ENTRIES PROVIDED
______________________________
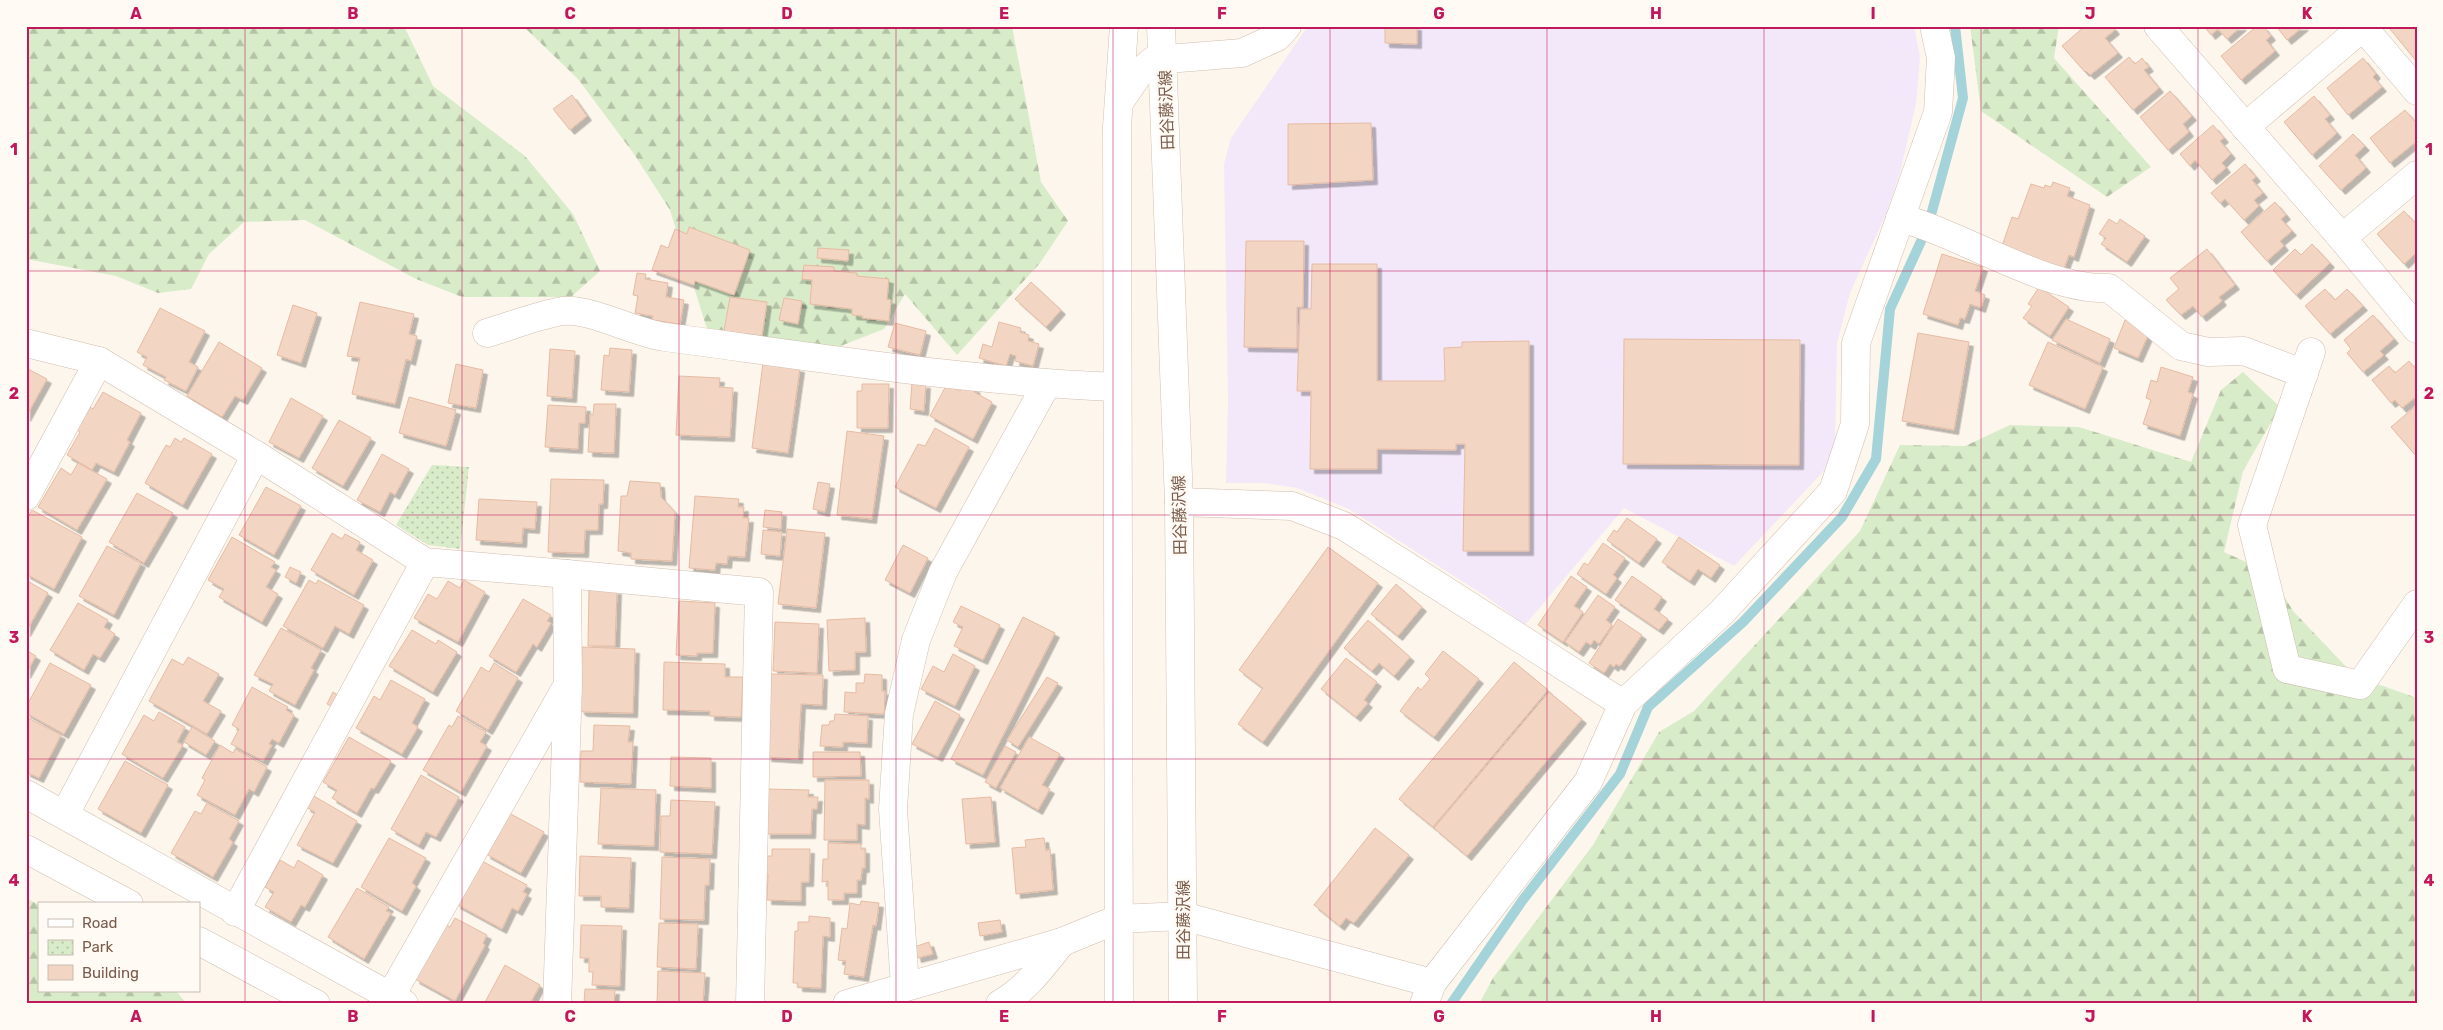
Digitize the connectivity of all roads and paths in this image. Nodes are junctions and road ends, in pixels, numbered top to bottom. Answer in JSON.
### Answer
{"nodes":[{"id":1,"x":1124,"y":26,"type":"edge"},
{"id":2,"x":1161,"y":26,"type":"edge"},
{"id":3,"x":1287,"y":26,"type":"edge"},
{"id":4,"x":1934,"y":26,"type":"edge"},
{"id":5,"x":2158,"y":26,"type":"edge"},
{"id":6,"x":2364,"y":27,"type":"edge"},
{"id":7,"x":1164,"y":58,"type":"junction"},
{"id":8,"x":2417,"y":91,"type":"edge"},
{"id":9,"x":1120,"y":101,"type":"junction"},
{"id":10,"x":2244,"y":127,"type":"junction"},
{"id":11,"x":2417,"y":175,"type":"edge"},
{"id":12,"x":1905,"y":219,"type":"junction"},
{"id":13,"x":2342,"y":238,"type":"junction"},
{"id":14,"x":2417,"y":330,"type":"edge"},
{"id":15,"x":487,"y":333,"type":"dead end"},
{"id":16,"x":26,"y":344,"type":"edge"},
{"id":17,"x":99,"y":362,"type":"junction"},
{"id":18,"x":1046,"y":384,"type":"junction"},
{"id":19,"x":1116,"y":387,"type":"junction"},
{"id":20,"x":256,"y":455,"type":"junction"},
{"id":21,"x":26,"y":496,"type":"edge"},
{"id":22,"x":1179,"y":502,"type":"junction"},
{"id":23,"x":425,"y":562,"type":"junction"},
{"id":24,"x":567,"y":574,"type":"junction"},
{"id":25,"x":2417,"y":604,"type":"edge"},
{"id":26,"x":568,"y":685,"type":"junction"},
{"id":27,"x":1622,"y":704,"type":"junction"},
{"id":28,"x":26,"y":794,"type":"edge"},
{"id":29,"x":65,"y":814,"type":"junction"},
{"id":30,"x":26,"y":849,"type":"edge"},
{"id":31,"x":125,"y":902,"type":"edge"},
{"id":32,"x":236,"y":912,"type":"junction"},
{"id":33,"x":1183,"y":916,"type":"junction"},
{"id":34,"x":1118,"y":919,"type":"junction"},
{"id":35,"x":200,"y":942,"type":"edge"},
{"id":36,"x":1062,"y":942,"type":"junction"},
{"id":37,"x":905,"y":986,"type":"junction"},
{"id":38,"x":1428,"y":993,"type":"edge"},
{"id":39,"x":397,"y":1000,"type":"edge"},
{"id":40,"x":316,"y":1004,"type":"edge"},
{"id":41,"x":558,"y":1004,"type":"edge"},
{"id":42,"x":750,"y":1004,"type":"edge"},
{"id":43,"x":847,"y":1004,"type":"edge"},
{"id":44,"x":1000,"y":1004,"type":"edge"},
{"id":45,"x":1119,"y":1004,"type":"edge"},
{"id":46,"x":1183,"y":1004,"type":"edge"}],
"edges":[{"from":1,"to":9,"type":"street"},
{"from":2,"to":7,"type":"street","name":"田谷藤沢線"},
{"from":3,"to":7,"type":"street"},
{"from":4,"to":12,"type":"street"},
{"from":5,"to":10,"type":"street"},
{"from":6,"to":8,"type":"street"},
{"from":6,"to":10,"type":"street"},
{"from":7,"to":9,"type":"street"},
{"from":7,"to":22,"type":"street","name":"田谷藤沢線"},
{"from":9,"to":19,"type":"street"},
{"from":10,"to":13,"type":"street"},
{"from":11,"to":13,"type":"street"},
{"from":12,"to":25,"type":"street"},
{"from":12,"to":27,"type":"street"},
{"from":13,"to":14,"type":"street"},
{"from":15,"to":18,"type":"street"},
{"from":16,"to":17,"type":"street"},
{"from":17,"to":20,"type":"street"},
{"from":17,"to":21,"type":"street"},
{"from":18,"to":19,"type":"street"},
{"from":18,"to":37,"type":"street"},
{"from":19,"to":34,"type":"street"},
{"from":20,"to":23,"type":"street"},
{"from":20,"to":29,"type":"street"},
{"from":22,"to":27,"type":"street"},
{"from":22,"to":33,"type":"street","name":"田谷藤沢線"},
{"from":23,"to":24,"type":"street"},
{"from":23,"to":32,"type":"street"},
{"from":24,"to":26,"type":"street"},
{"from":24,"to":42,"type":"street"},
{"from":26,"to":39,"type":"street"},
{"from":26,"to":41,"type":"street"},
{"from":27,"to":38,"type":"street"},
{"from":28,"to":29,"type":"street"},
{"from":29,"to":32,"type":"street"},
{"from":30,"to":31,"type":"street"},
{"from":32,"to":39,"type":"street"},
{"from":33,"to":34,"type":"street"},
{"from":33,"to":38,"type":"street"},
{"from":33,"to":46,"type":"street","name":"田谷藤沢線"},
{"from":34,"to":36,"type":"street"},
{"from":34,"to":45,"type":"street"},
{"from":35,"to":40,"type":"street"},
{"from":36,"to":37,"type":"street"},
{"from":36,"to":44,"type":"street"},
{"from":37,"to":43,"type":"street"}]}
______________________________
TASK STATEMENT
Write the listing out in full, exactly; no images.

ANSWER BELOW
Digitize the connectivity of all roads and paths in this image. Nodes are junctions and road ends, in pixels, numbered top to bottom. Answer in JSON.
### Answer
{"nodes":[{"id":1,"x":1124,"y":26,"type":"edge"},
{"id":2,"x":1161,"y":26,"type":"edge"},
{"id":3,"x":1287,"y":26,"type":"edge"},
{"id":4,"x":1934,"y":26,"type":"edge"},
{"id":5,"x":2158,"y":26,"type":"edge"},
{"id":6,"x":2364,"y":27,"type":"edge"},
{"id":7,"x":1164,"y":58,"type":"junction"},
{"id":8,"x":2417,"y":91,"type":"edge"},
{"id":9,"x":1120,"y":101,"type":"junction"},
{"id":10,"x":2244,"y":127,"type":"junction"},
{"id":11,"x":2417,"y":175,"type":"edge"},
{"id":12,"x":1905,"y":219,"type":"junction"},
{"id":13,"x":2342,"y":238,"type":"junction"},
{"id":14,"x":2417,"y":330,"type":"edge"},
{"id":15,"x":487,"y":333,"type":"dead end"},
{"id":16,"x":26,"y":344,"type":"edge"},
{"id":17,"x":99,"y":362,"type":"junction"},
{"id":18,"x":1046,"y":384,"type":"junction"},
{"id":19,"x":1116,"y":387,"type":"junction"},
{"id":20,"x":256,"y":455,"type":"junction"},
{"id":21,"x":26,"y":496,"type":"edge"},
{"id":22,"x":1179,"y":502,"type":"junction"},
{"id":23,"x":425,"y":562,"type":"junction"},
{"id":24,"x":567,"y":574,"type":"junction"},
{"id":25,"x":2417,"y":604,"type":"edge"},
{"id":26,"x":568,"y":685,"type":"junction"},
{"id":27,"x":1622,"y":704,"type":"junction"},
{"id":28,"x":26,"y":794,"type":"edge"},
{"id":29,"x":65,"y":814,"type":"junction"},
{"id":30,"x":26,"y":849,"type":"edge"},
{"id":31,"x":125,"y":902,"type":"edge"},
{"id":32,"x":236,"y":912,"type":"junction"},
{"id":33,"x":1183,"y":916,"type":"junction"},
{"id":34,"x":1118,"y":919,"type":"junction"},
{"id":35,"x":200,"y":942,"type":"edge"},
{"id":36,"x":1062,"y":942,"type":"junction"},
{"id":37,"x":905,"y":986,"type":"junction"},
{"id":38,"x":1428,"y":993,"type":"edge"},
{"id":39,"x":397,"y":1000,"type":"edge"},
{"id":40,"x":316,"y":1004,"type":"edge"},
{"id":41,"x":558,"y":1004,"type":"edge"},
{"id":42,"x":750,"y":1004,"type":"edge"},
{"id":43,"x":847,"y":1004,"type":"edge"},
{"id":44,"x":1000,"y":1004,"type":"edge"},
{"id":45,"x":1119,"y":1004,"type":"edge"},
{"id":46,"x":1183,"y":1004,"type":"edge"}],
"edges":[{"from":1,"to":9,"type":"street"},
{"from":2,"to":7,"type":"street","name":"田谷藤沢線"},
{"from":3,"to":7,"type":"street"},
{"from":4,"to":12,"type":"street"},
{"from":5,"to":10,"type":"street"},
{"from":6,"to":8,"type":"street"},
{"from":6,"to":10,"type":"street"},
{"from":7,"to":9,"type":"street"},
{"from":7,"to":22,"type":"street","name":"田谷藤沢線"},
{"from":9,"to":19,"type":"street"},
{"from":10,"to":13,"type":"street"},
{"from":11,"to":13,"type":"street"},
{"from":12,"to":25,"type":"street"},
{"from":12,"to":27,"type":"street"},
{"from":13,"to":14,"type":"street"},
{"from":15,"to":18,"type":"street"},
{"from":16,"to":17,"type":"street"},
{"from":17,"to":20,"type":"street"},
{"from":17,"to":21,"type":"street"},
{"from":18,"to":19,"type":"street"},
{"from":18,"to":37,"type":"street"},
{"from":19,"to":34,"type":"street"},
{"from":20,"to":23,"type":"street"},
{"from":20,"to":29,"type":"street"},
{"from":22,"to":27,"type":"street"},
{"from":22,"to":33,"type":"street","name":"田谷藤沢線"},
{"from":23,"to":24,"type":"street"},
{"from":23,"to":32,"type":"street"},
{"from":24,"to":26,"type":"street"},
{"from":24,"to":42,"type":"street"},
{"from":26,"to":39,"type":"street"},
{"from":26,"to":41,"type":"street"},
{"from":27,"to":38,"type":"street"},
{"from":28,"to":29,"type":"street"},
{"from":29,"to":32,"type":"street"},
{"from":30,"to":31,"type":"street"},
{"from":32,"to":39,"type":"street"},
{"from":33,"to":34,"type":"street"},
{"from":33,"to":38,"type":"street"},
{"from":33,"to":46,"type":"street","name":"田谷藤沢線"},
{"from":34,"to":36,"type":"street"},
{"from":34,"to":45,"type":"street"},
{"from":35,"to":40,"type":"street"},
{"from":36,"to":37,"type":"street"},
{"from":36,"to":44,"type":"street"},
{"from":37,"to":43,"type":"street"}]}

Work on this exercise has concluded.